● WORK INSTRUCTION
A single number is wanted: how many lines of the data below include the string "with"?
[SOURCE INFORMATION]
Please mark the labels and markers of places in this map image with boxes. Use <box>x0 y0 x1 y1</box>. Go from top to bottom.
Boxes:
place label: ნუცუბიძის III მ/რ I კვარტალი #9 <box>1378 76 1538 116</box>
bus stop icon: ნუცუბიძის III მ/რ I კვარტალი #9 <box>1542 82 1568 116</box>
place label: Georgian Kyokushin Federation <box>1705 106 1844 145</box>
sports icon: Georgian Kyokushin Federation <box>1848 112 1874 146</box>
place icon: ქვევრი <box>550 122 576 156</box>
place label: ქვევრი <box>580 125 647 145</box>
[/SOURCE INFORMATION]
[SOURCE INFORMATION]
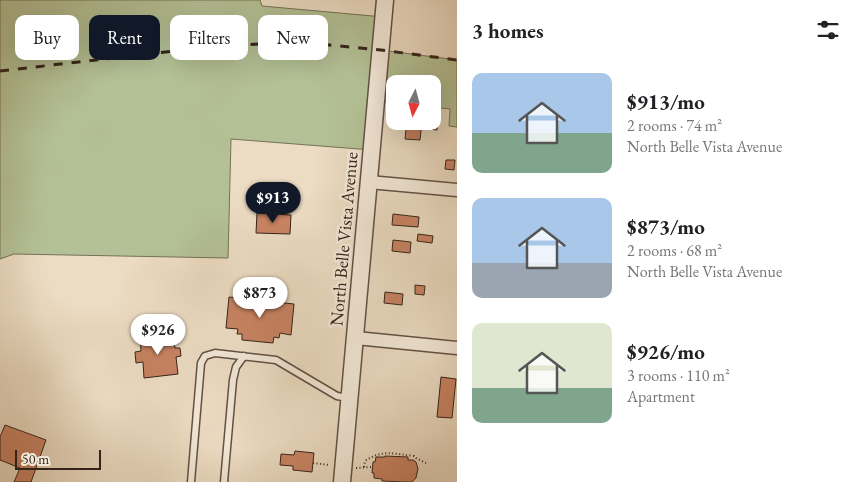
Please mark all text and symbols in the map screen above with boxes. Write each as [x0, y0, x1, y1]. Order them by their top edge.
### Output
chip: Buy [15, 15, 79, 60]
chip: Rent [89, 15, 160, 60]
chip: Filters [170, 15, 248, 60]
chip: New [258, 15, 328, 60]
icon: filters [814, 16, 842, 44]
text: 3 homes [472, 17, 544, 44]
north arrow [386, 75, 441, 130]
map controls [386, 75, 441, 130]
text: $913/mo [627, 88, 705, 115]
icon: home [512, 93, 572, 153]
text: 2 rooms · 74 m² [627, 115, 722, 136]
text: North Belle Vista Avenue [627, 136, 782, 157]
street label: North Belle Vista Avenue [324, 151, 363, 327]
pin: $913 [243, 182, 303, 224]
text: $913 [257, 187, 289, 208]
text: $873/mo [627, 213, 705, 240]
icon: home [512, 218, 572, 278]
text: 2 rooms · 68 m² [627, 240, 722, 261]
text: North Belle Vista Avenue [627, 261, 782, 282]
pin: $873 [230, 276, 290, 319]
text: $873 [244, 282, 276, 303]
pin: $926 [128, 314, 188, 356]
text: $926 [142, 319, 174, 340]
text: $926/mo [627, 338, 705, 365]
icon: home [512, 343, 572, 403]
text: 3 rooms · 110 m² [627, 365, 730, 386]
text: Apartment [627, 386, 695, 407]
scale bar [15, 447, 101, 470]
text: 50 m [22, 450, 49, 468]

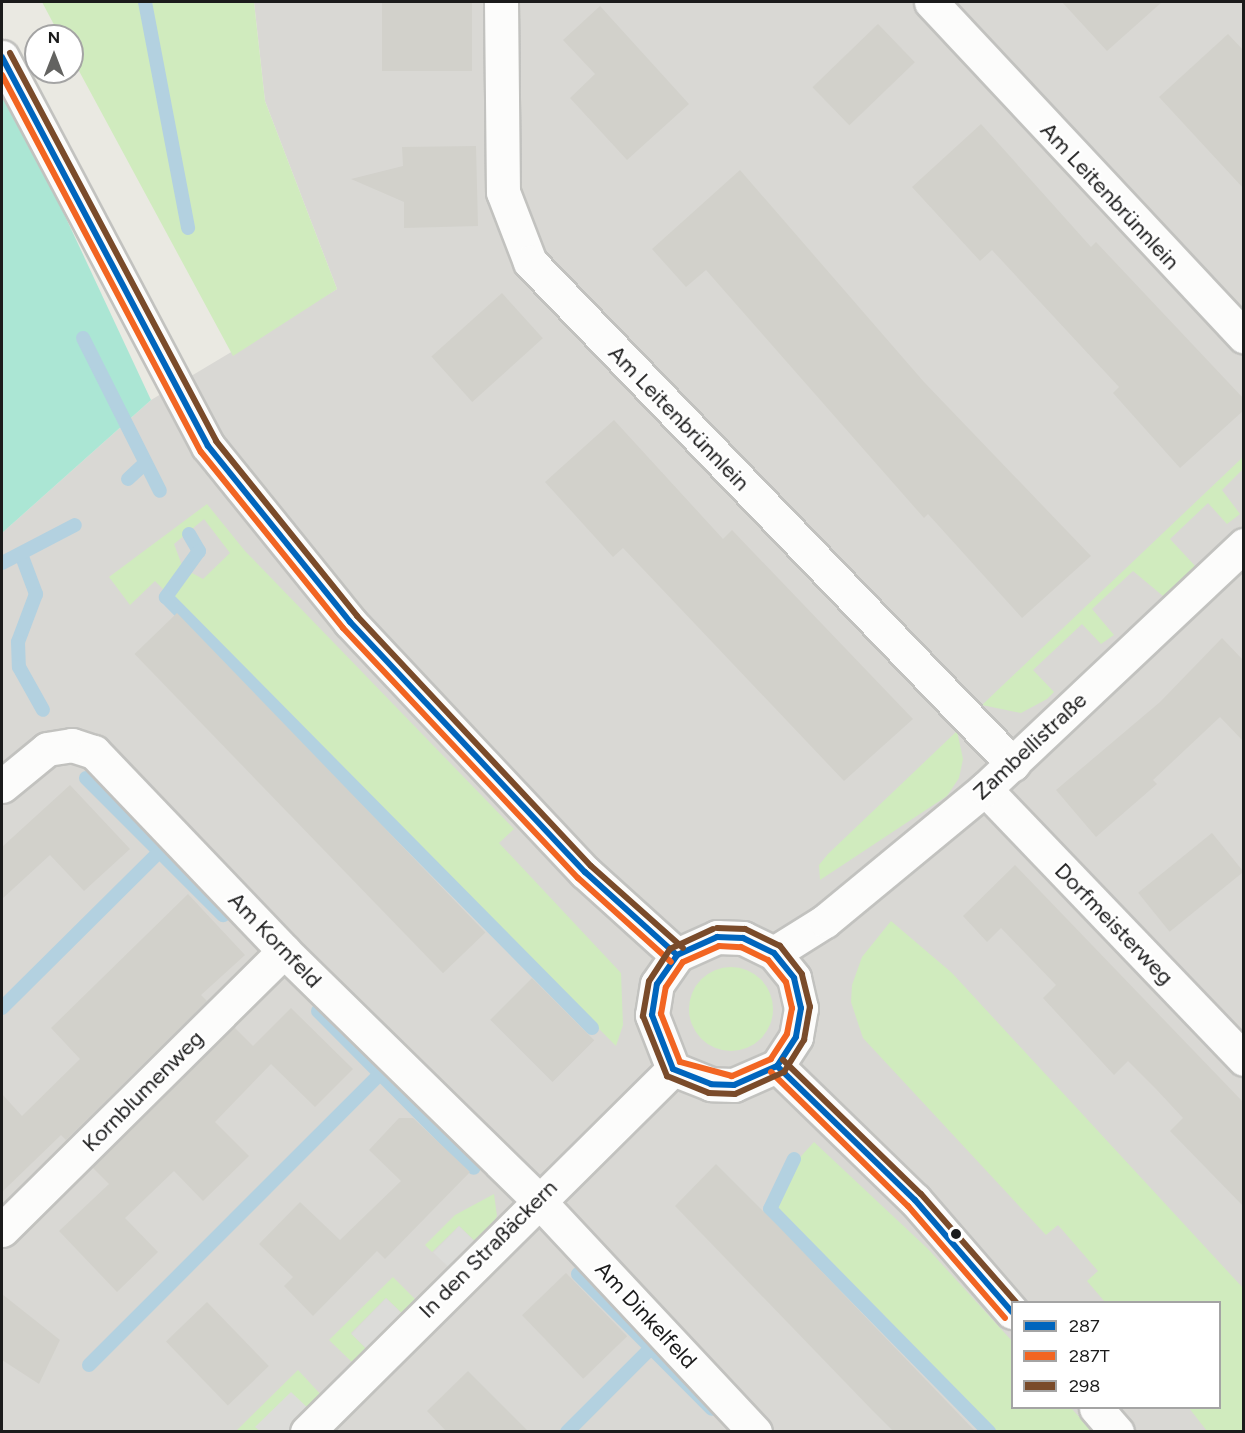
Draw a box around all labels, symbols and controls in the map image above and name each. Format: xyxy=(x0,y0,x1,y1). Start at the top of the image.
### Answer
[/SOURCE INFORMATION]
[SOURCE INFORMATION]
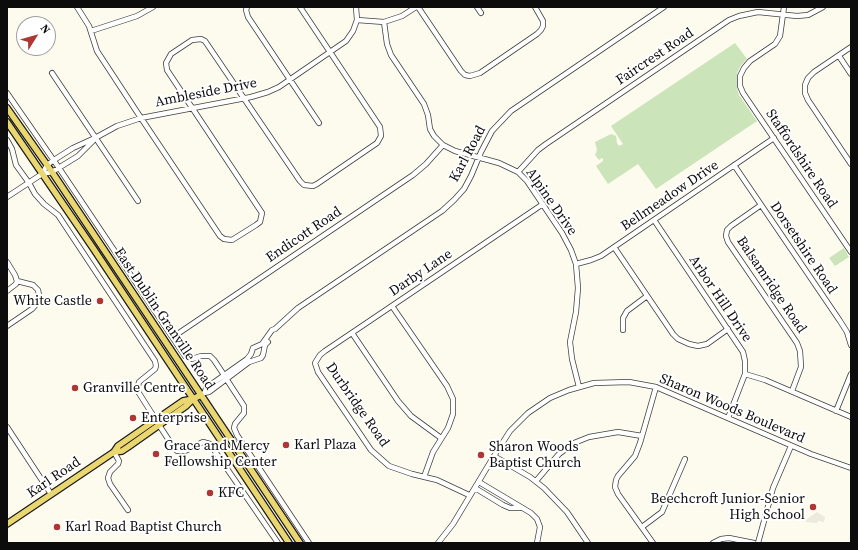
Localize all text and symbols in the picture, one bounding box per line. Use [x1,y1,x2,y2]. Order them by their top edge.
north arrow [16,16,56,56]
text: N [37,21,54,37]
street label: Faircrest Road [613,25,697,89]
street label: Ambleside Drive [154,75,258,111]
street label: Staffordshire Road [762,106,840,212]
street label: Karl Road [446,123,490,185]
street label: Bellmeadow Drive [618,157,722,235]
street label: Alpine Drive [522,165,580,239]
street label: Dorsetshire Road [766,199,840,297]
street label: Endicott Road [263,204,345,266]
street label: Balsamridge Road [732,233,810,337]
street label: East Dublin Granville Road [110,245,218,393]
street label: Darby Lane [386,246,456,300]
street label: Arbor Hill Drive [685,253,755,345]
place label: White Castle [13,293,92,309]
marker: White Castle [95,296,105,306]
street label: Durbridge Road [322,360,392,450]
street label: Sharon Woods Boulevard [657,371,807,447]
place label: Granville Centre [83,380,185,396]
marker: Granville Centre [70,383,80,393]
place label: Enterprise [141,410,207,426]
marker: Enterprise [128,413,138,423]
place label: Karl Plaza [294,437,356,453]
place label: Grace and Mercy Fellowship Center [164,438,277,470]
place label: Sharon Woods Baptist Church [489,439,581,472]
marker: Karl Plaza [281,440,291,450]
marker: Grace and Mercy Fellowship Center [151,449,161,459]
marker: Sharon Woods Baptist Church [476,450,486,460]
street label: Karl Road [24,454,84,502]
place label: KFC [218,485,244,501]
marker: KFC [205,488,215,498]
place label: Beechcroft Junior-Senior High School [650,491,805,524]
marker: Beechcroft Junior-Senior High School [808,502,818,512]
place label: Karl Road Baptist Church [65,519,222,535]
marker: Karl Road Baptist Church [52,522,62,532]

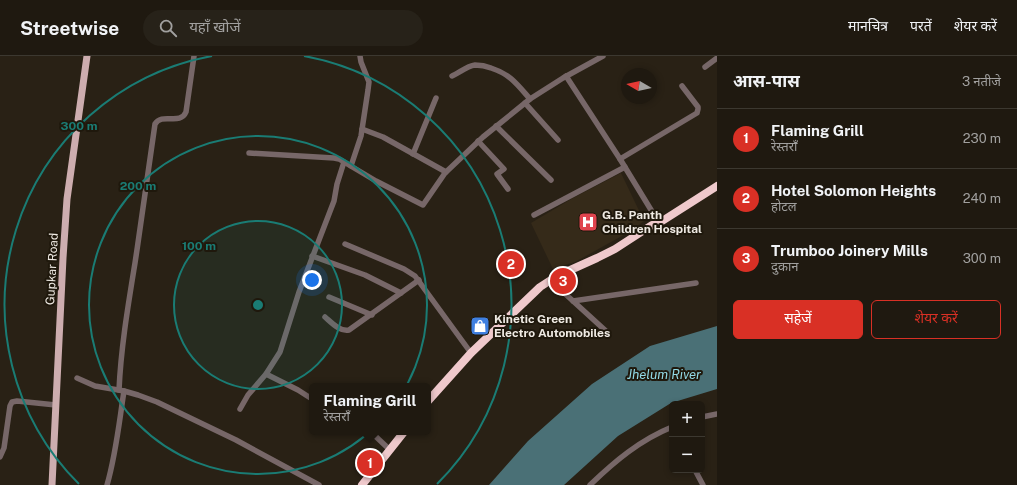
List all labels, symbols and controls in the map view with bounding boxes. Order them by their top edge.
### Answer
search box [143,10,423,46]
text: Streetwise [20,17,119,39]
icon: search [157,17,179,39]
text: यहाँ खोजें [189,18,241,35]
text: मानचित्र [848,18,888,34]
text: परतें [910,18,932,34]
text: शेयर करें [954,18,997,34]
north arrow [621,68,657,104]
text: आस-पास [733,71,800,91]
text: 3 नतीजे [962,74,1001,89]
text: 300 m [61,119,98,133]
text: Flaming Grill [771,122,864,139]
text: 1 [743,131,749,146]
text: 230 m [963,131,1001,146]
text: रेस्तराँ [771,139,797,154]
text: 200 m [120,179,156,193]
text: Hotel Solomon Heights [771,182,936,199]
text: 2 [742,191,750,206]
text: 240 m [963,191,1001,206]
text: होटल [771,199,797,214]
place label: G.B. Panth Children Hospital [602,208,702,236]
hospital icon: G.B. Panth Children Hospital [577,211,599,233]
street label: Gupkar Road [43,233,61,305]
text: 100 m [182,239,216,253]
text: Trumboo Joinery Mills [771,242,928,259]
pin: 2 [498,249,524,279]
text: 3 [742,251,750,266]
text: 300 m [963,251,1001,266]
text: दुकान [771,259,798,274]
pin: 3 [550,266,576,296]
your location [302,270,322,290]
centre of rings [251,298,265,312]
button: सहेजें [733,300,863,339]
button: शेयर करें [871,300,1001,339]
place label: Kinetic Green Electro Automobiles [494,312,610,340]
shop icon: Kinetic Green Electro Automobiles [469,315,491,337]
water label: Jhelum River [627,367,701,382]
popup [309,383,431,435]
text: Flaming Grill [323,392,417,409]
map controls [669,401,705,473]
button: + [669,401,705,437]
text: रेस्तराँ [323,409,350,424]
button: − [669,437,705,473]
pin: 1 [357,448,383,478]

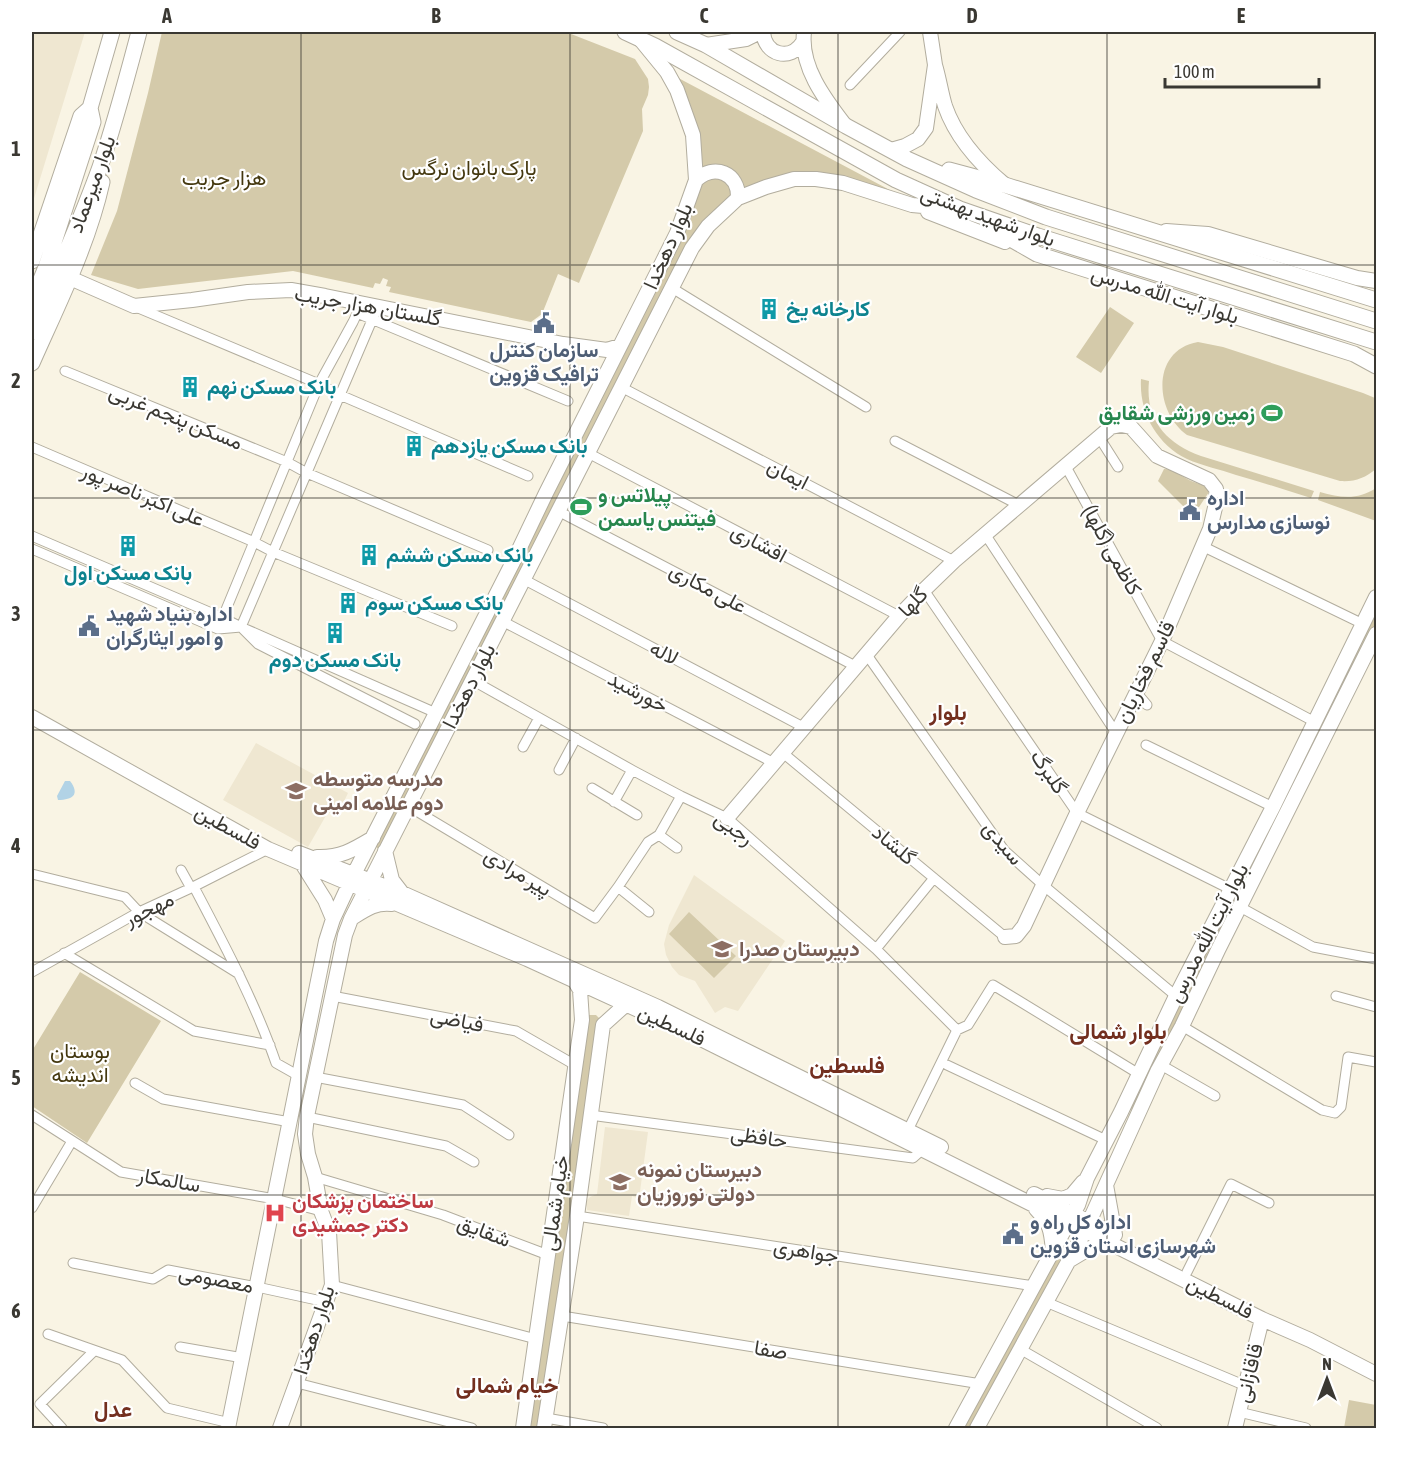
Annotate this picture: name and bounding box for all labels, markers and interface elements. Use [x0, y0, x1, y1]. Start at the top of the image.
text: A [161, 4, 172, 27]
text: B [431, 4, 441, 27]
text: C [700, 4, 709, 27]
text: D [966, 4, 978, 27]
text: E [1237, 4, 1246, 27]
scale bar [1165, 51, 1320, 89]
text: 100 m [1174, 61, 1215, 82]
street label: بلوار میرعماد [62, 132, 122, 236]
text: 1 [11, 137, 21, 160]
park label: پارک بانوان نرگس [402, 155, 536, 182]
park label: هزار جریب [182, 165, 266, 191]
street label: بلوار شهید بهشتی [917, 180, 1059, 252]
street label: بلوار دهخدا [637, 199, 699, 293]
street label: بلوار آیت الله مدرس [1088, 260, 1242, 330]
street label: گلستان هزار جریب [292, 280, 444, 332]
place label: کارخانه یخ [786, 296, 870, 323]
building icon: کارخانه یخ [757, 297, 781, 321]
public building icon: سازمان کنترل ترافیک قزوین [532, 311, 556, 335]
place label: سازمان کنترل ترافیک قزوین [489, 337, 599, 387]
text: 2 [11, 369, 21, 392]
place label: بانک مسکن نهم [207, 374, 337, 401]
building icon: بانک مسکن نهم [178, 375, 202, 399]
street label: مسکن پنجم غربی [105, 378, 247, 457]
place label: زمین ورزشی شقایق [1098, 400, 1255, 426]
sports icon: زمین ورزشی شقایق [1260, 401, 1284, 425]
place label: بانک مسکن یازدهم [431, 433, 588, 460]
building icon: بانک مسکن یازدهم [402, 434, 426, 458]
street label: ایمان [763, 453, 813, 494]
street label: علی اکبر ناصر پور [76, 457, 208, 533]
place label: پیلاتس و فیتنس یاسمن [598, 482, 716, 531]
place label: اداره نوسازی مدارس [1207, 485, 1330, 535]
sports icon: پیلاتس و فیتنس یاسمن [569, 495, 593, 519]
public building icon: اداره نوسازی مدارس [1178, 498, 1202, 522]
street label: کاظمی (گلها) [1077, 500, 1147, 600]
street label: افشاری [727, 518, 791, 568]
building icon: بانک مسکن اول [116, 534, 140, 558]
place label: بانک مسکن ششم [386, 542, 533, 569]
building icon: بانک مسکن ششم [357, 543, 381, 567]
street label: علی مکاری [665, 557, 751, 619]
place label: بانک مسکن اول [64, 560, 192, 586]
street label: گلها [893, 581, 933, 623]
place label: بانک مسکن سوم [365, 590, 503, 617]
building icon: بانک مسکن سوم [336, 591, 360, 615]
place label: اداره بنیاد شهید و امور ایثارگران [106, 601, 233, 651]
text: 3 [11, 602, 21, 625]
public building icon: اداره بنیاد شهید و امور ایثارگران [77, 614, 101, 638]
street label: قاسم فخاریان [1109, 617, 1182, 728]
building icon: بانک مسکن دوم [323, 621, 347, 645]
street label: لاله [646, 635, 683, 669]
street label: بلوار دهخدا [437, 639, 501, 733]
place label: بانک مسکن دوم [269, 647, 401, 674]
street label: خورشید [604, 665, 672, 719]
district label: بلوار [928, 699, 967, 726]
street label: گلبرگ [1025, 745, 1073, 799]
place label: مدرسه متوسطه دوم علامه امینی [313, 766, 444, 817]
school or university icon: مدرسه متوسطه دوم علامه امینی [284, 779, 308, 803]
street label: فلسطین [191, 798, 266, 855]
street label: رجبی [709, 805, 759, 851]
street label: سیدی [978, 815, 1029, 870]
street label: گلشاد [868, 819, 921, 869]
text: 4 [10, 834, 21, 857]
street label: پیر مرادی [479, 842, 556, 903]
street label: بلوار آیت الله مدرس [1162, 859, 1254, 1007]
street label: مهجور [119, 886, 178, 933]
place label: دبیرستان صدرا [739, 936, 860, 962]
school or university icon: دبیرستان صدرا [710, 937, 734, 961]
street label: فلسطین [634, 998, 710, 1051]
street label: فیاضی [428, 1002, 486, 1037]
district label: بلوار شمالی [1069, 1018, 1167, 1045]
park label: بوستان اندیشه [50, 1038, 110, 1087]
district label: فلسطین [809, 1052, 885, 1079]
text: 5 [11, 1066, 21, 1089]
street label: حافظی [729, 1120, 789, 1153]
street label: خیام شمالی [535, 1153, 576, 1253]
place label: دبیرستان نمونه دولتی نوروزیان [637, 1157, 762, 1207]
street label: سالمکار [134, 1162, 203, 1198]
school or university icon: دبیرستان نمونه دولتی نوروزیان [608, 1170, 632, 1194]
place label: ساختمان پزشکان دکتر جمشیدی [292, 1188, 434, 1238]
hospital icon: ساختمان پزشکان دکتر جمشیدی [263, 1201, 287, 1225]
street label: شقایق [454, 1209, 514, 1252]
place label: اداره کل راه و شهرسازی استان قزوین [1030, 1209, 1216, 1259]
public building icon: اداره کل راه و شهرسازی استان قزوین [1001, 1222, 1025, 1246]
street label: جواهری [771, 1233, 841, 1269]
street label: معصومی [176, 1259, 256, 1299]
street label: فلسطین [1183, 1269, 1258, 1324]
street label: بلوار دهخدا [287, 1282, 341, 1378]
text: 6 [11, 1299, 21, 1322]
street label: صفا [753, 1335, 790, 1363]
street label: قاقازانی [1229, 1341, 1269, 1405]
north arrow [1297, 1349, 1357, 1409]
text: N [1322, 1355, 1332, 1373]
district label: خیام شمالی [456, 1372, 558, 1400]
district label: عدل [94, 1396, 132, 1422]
[/SOURCE INFORMATION]
● ANSWER BELOW
3